I dont see as much of a problem with that but face is defferent.


----------



## themacpack (Jul 16, 2009)

cowboy bowhunter said:


> I dont see as much of a problem with that but face is defferent.


Which is why it falls to the horse owner to properly train, prepare and control their horse during such appointments.


----------



## equestrianforever (Apr 4, 2012)

jeez thats so annoying! ive noticed that alot of farriers seem lose their temper. I would have been sooooo ****ed if he did that to my horse...


----------



## Kayella (Feb 11, 2012)

Have y'all ever trimmed and rasped a horse's hoof? I'm 19, and all I do is hold the hoof for my dad and my back is killing me halfway through the first hoof. Hitting him in the face with a rasp was a tad harsh, but I would have smacked that horse good on his nose if he nipped me. A farrier's job is difficult as it is, without having to deal with disrespectful horses.


----------



## maura (Nov 21, 2009)

Biting is the ONLY time I would ever strike a horse's face, and I do so then because the discipline makes more sense to the horse if it's related to the offense and the body part that gave offense. When a horse paws or kicks, I strike the leg that pawed or kicked, if they bite, they get swatted on the mouth. 

If the farrier actually struck your horse full on in the face with a rasp, either side, there would be blood or visible damage. I suspect the farrier's discipline was much closer to appropriate than has been described here. 

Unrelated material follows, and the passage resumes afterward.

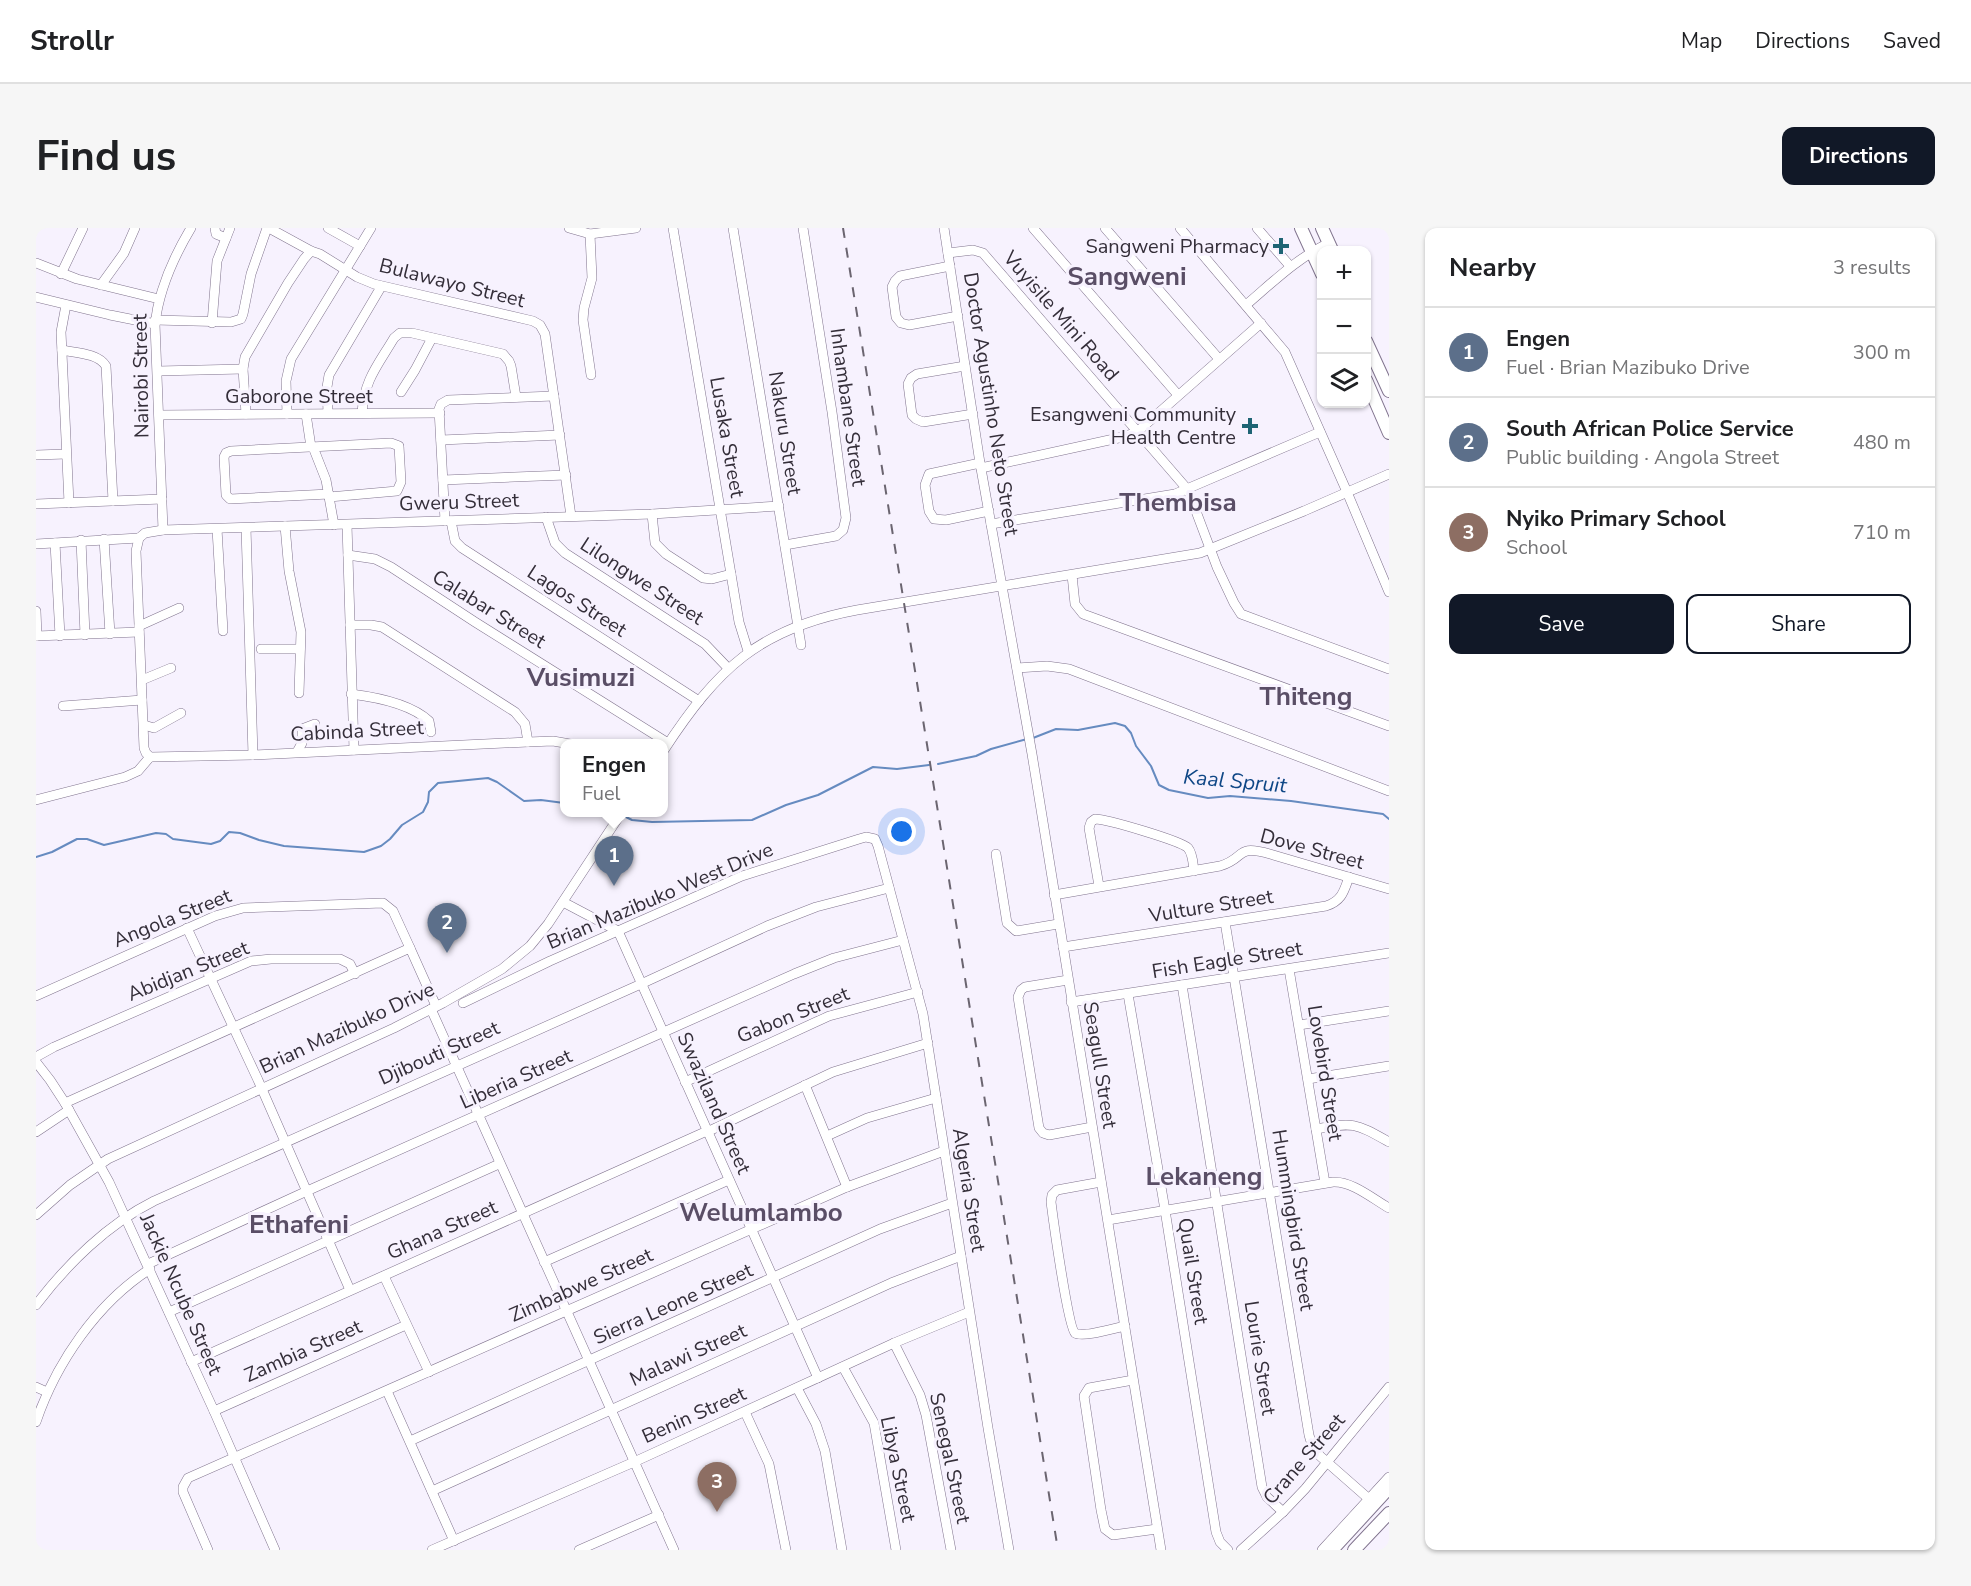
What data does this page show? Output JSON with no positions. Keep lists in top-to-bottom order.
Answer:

> went to get a hay net to keep him busy while he was having his feet done and to my horror he was smacking him with his rasping file ON HIS FACE. I told him to wait while I tied up a hay net as he proceeded to explain to me that the horse was nipping at him. Um, that's why I told him to WAIT. This horse is perfectly willing with the farrier when he has something to do...


There is so, so much wrong with this description. The farrier arrived prepared to shoe. Why weren't you prepared? Are you going to compensate him for waiting time? Nipping or biting is always a horrendous disobedience, it's not situational, it's never acceptable. And a horse should stand quietly for handling without bribery or "something to do." If the horse doesn't stand quietly for the farrier, he needs more training or a different handler, not "something to do"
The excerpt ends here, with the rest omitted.